As the answer, give a copy of each line below that includes the word "order".

## TASK MATERIAL:
◆ ◆ ◆ ◆

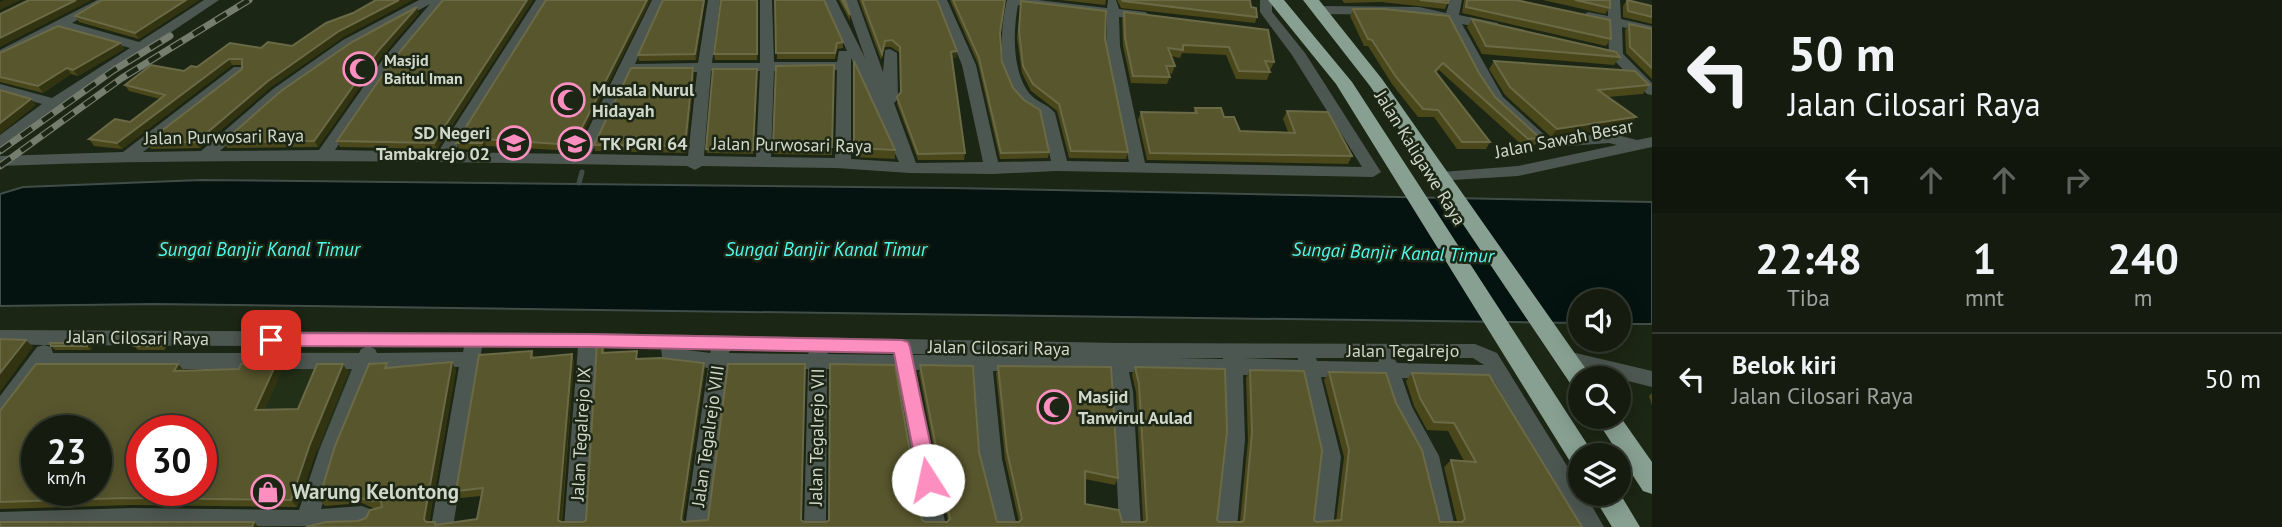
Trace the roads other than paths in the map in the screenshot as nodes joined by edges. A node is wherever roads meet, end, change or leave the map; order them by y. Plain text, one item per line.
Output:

◆ ◆ ◆ ◆

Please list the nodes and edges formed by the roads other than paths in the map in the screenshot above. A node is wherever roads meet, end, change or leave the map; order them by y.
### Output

◆ ◆ ◆ ◆

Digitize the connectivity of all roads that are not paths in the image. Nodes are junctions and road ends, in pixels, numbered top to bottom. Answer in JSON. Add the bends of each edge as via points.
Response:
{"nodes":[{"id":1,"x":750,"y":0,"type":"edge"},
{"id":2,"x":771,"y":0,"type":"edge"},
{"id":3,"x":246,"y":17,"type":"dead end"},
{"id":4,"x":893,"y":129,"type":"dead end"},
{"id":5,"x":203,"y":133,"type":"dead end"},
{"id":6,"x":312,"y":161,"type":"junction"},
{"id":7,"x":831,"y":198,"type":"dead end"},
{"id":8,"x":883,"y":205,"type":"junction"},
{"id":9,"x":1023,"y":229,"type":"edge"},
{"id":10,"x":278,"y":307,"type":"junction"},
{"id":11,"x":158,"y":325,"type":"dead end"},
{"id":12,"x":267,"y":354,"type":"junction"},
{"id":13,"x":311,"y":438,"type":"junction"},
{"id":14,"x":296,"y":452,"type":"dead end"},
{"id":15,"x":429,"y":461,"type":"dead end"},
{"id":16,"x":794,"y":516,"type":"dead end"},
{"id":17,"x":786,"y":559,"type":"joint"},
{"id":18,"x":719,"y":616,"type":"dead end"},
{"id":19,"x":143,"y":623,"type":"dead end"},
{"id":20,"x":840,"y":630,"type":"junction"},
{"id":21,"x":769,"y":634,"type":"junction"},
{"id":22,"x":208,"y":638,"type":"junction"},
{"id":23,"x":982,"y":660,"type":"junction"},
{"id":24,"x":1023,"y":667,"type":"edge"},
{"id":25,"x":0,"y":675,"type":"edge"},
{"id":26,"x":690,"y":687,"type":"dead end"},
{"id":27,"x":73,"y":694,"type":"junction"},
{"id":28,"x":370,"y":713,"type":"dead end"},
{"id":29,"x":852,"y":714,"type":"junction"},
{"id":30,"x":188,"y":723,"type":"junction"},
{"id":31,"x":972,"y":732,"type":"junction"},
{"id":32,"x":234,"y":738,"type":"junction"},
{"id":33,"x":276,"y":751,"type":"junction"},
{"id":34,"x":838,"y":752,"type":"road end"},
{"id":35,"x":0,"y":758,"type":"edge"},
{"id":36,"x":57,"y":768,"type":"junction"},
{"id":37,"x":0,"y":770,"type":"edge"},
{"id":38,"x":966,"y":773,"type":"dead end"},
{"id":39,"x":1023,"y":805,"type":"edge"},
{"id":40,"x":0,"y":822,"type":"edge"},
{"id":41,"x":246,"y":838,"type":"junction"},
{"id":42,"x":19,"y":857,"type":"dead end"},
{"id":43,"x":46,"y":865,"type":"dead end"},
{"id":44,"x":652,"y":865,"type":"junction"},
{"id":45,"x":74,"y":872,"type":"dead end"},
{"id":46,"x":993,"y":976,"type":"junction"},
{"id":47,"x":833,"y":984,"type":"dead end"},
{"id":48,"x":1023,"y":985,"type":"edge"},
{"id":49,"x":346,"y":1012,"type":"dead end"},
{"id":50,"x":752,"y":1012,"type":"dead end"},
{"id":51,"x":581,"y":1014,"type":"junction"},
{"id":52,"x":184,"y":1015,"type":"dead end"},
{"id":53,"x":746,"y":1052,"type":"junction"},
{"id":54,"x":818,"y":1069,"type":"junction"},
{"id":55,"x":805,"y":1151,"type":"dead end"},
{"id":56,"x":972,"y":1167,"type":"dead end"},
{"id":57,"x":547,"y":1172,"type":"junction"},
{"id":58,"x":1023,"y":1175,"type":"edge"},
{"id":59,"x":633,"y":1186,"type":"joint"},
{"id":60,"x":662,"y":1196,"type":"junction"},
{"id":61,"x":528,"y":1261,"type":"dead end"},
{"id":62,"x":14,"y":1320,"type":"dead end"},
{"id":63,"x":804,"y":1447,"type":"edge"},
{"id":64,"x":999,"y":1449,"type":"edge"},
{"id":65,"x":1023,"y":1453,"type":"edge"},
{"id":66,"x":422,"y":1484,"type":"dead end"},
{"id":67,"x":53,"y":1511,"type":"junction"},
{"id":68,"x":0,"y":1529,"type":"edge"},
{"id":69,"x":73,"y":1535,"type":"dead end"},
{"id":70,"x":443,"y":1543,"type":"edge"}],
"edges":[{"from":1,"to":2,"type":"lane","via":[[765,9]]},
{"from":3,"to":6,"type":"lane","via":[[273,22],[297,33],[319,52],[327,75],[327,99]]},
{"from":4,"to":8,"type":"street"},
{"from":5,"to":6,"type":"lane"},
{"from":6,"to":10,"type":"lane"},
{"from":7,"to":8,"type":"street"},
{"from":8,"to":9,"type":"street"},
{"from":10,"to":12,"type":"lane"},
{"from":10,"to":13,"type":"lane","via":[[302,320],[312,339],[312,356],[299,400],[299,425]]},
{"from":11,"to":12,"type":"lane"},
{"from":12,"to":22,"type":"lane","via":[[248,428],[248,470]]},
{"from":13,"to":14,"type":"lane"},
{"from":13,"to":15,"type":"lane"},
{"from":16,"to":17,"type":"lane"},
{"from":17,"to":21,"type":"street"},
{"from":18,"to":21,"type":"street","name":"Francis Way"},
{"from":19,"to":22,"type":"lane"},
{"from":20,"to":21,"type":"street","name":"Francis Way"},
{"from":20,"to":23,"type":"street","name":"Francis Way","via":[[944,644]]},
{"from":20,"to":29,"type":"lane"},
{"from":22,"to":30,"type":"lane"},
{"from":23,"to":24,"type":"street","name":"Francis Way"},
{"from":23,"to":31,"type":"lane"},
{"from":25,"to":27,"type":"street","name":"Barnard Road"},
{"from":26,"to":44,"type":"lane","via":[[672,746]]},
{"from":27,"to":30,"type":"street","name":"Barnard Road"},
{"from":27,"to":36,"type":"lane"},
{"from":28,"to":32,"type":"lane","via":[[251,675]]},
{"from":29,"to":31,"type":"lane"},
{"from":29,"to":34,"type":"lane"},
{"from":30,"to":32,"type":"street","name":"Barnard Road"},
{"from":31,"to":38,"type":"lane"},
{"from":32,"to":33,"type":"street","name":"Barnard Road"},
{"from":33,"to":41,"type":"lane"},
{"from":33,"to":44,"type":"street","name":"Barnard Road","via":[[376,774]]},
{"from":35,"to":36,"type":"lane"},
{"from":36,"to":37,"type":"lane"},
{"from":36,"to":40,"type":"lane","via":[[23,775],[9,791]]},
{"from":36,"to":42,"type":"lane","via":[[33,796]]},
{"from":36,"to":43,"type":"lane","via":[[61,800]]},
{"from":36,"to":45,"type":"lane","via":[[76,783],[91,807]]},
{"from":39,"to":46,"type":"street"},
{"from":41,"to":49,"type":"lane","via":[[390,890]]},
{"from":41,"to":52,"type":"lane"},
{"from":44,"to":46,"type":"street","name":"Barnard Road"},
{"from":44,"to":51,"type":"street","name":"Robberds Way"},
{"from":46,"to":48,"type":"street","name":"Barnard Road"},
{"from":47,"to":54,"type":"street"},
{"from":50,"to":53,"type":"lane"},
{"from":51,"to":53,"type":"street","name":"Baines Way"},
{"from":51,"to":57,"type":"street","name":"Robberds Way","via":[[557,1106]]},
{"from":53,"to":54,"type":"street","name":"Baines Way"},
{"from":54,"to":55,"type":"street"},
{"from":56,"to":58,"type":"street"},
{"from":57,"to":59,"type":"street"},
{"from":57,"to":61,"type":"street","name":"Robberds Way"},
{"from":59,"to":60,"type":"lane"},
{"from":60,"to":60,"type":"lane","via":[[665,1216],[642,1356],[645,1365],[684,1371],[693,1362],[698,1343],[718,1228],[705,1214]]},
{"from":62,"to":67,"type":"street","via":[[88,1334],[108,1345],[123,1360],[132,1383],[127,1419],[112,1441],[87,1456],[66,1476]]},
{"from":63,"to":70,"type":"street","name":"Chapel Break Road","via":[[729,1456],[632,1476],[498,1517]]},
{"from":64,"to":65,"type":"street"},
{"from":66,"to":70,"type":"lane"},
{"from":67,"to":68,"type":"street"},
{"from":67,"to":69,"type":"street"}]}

◆ ◆ ◆ ◆

## EXPECTED ANSWER:
Trace the roads other than paths in the map in the screenshot as nodes joined by edges. A node is wherever roads meet, end, change or leave the map; order them by y. Plain text, one item per line.
Please list the nodes and edges formed by the roads other than paths in the map in the screenshot above. A node is wherever roads meet, end, change or leave the map; order them by y.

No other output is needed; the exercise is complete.